What's Sleep Apnea?

Many of us think of snoring as nothing more than a nuisance. We never think that regular and loud snoring could be a sign of a more serious problem. Loud and frequent snoring can be a sign of a breathing disorder known as sleep apnea.

 

Sleep apnea is a breathing disorder exhibited by loud snoring and irregular breathing. In sleep apnea, breathing will repeatedly stop and start again as the person sleeps. The way the person breathes while sleeping is affected by sleep apnea. Breathing can stop for between 10 to 20 seconds at a time. These stops in breathing can occur more than a hundred times at night. They result in interruptions in normal sleep rhythm. As a result, people with sleep apnea will spend most of their night in a light sleep instead of deep restorative sleep that is needed for rejuvenation.

 

Most people with sleep apnea experience drowsiness during the day, poor concentration and have slow reflexes. They are therefore at a higher risk of being in an accident.

 

Symptoms and signs of sleep apnea

 

Identifying sleep apnea can be difficult. This is especially because it occurs when you’re sleeping.
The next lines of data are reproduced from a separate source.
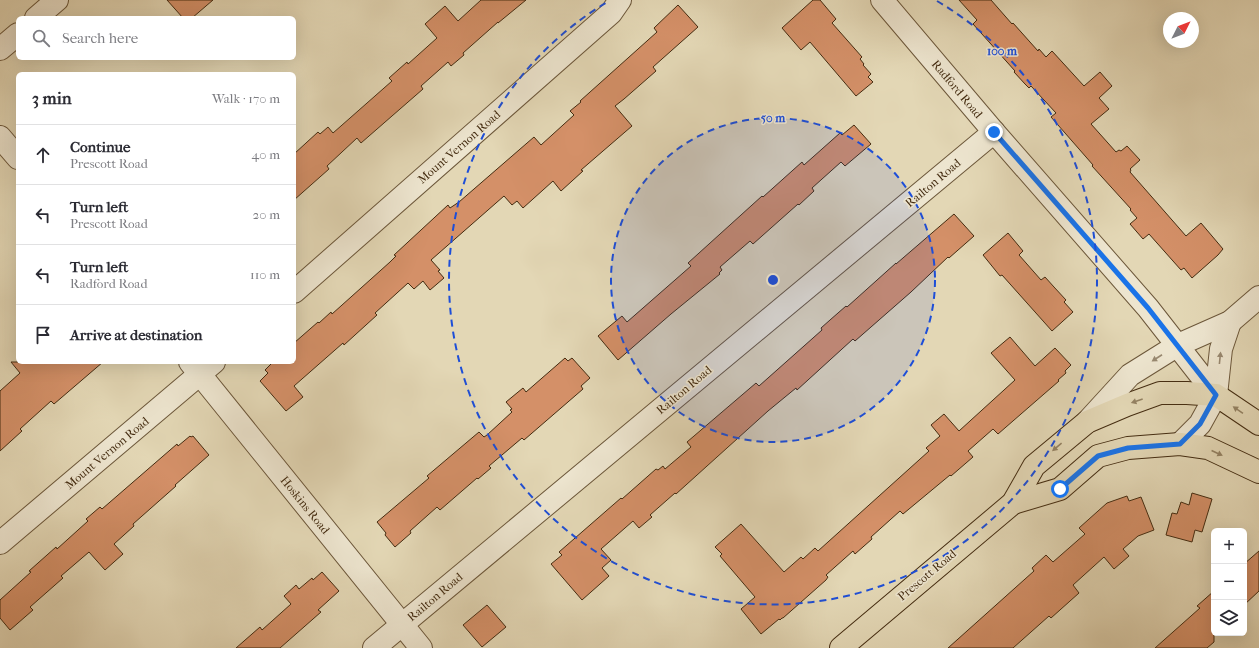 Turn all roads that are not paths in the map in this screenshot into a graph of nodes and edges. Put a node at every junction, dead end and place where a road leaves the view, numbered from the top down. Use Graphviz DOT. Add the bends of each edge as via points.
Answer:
graph roads {
  1 [pos="57,0"];
  2 [pos="620,0"];
  3 [pos="882,0"];
  4 [pos="38,16"];
  5 [pos="16,36"];
  6 [pos="0,49"];
  7 [pos="994,132"];
  8 [pos="0,136"];
  9 [pos="16,156"];
  10 [pos="296,290"];
  11 [pos="1259,297"];
  12 [pos="1230,322"];
  13 [pos="1178,345"];
  14 [pos="202,366"];
  15 [pos="1216,395"];
  16 [pos="1087,422"];
  17 [pos="1259,424"];
  18 [pos="1180,444"];
  19 [pos="1259,472"];
  20 [pos="1013,503"];
  21 [pos="0,543"];
  22 [pos="401,625"];
  23 [pos="374,648"];
  24 [pos="421,648"];
  25 [pos="841,648"];
  1 -- 4 [label="street"];
  2 -- 10 [label="street, Mount Vernon Road" via="611,13"];
  3 -- 7 [label="street, Radford Road"];
  5 -- 6 [label="street"];
  7 -- 13 [label="street, Radford Road"];
  7 -- 22 [label="street, Railton Road"];
  8 -- 9 [label="street"];
  11 -- 12 [label="street, Prescott Road"];
  12 -- 13 [label="street, Prescott Road"];
  15 -- 12 [label="street, one-way" via="1221,349"];
  13 -- 15 [label="street, Radford Road"];
  13 -- 16 [label="street, Prescott Road, one-way" via="1130,375"];
  14 -- 21 [label="street, Mount Vernon Road"];
  14 -- 22 [label="street, Hoskins Road"];
  15 -- 16 [label="main road, Prescott Road, one-way" via="1160,393"];
  17 -- 15 [label="main road, Radford Road, one-way"];
  15 -- 18 [label="street" via="1200,424"];
  16 -- 20 [label="main road, Prescott Road, one-way" via="1034,466"];
  18 -- 19 [label="main road, one-way" via="1208,448"];
  18 -- 20 [label="main road, Prescott Road" via="1128,448 1098,456 1060,489"];
  20 -- 25 [label="main road, Prescott Road"];
  22 -- 23 [label="street, Railton Road"];
  22 -- 24 [label="street, Hoskins Road"];
} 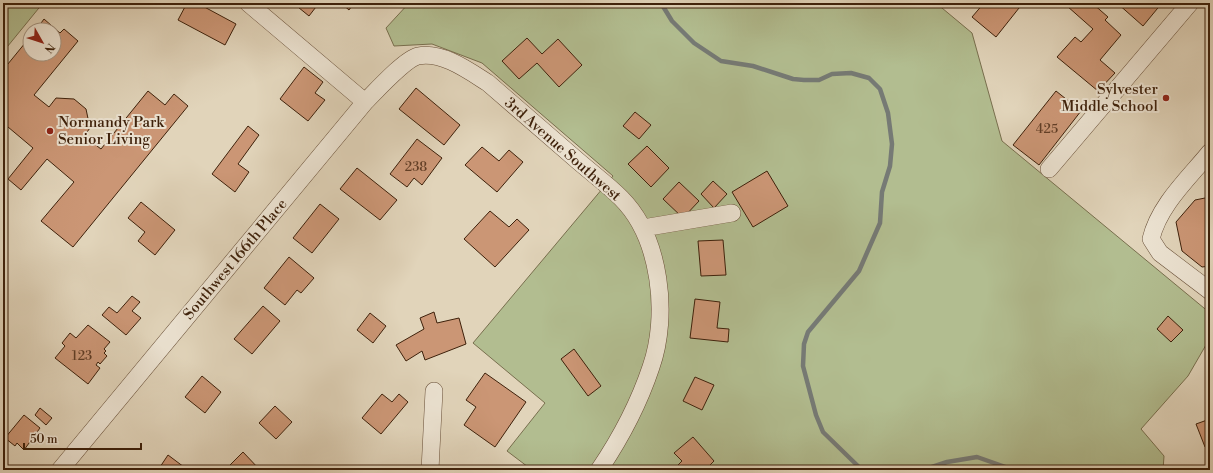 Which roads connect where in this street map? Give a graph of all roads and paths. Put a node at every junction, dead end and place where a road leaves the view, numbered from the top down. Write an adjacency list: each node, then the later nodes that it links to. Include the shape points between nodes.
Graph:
1 (248, 3): 4 (street)
2 (1190, 3): 6 (street)
3 (417, 56): 4 (street, Southwest 166th Place, via 407,62); 8 (street, 3rd Avenue Southwest, via 430,55 448,60 488,84 622,199)
4 (365, 102): 11 (street, Southwest 166th Place)
5 (1210, 152): 9 (street, via 1169,203 1154,226 1151,239 1160,253)
6 (1049, 169)
7 (732, 213): 8 (street)
8 (643, 228): 13 (street, 3rd Avenue Southwest, via 651,248 659,290 659,331 652,366 634,408)
9 (1210, 291)
10 (434, 390): 12 (street)
11 (60, 470)
12 (430, 470)
13 (599, 470) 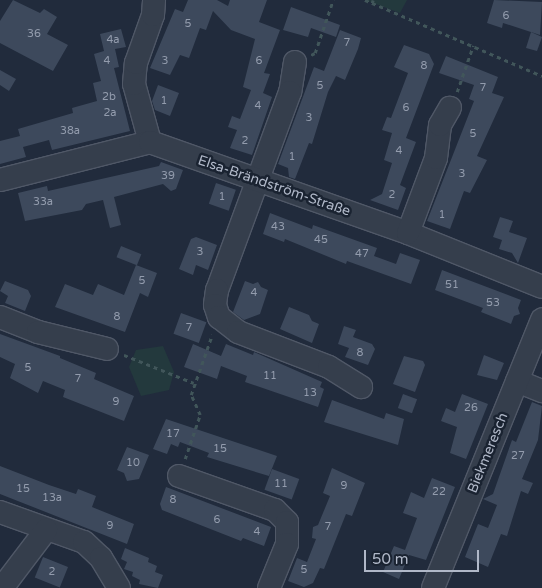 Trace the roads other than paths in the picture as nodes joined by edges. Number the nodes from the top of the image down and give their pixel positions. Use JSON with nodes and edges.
{"nodes":[{"id":1,"x":154,"y":0,"type":"edge"},
{"id":2,"x":294,"y":62,"type":"road end"},
{"id":3,"x":450,"y":108,"type":"road end"},
{"id":4,"x":150,"y":142,"type":"junction"},
{"id":5,"x":0,"y":180,"type":"edge"},
{"id":6,"x":258,"y":180,"type":"junction"},
{"id":7,"x":408,"y":233,"type":"junction"},
{"id":8,"x":542,"y":288,"type":"edge"},
{"id":9,"x":0,"y":317,"type":"edge"},
{"id":10,"x":542,"y":319,"type":"edge"},
{"id":11,"x":107,"y":348,"type":"road end"},
{"id":12,"x":517,"y":381,"type":"junction"},
{"id":13,"x":361,"y":387,"type":"dead end"},
{"id":14,"x":542,"y":391,"type":"edge"},
{"id":15,"x":180,"y":476,"type":"road end"},
{"id":16,"x":0,"y":512,"type":"edge"},
{"id":17,"x":46,"y":530,"type":"junction"},
{"id":18,"x":2,"y":588,"type":"edge"},
{"id":19,"x":119,"y":588,"type":"edge"},
{"id":20,"x":269,"y":588,"type":"edge"},
{"id":21,"x":433,"y":588,"type":"edge"}],
"edges":[{"from":1,"to":4,"type":"street"},
{"from":2,"to":6,"type":"street"},
{"from":3,"to":7,"type":"street"},
{"from":4,"to":5,"type":"street"},
{"from":4,"to":6,"type":"street","name":"Elsa-Brändström-Straße"},
{"from":6,"to":7,"type":"street","name":"Elsa-Brändström-Straße"},
{"from":6,"to":13,"type":"street"},
{"from":7,"to":8,"type":"street","name":"Elsa-Brändström-Straße"},
{"from":9,"to":11,"type":"street"},
{"from":10,"to":12,"type":"street","name":"Biekmeresch"},
{"from":12,"to":14,"type":"street"},
{"from":12,"to":21,"type":"street","name":"Biekmeresch"},
{"from":15,"to":20,"type":"street"},
{"from":16,"to":17,"type":"street"},
{"from":17,"to":18,"type":"street"},
{"from":17,"to":19,"type":"street"}]}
However, it can be identified with the help of a loved one who can record your habits while you’re sleeping.

 

The most common signs and symptoms of sleep apnea include:

 

  • Prolonged pauses in breathing while snoring followed by gasping or choking.
  • Drowsiness during the day after a full night’s sleep.
  • Headaches in the morning.
  • Problems with learning or memory. A general inability to concentrate.
  • Irritability, depression and mood swings. Some people exhibit complete personality changes as a result of the lack of sleep.
  • Frequently waking up to urinate.
  • Sore throat or dry mouth upon waking up.

 

Sleep apnea in children

 

Contrary to popular belief, sleep apnea is not restricted to adults. Children can also be affected by sleep apnea. The following are common symptoms of sleep apnea in children:

 

  • Loud snoring
  • Bizarre sleeping positions
  • Bedwetting especially in children who had already stopped bedwetting
  • Night terrors
  • Excessive perspiration while sleeping

 

Types of sleep apnea

 

  • Obstructive: Caused when the soft tissue at the back of the throat blocks the airway during sleep. It is the most common type of sleep apnea.
  • Central: Involves the central nervous system. It occurs when the brain fails to send signals to the muscles that are responsible for controlling breathing. This type of sleep apnea is seldom exhibited by snoring.
  • Complex: It is a combination of central and obstructive sleep apnea.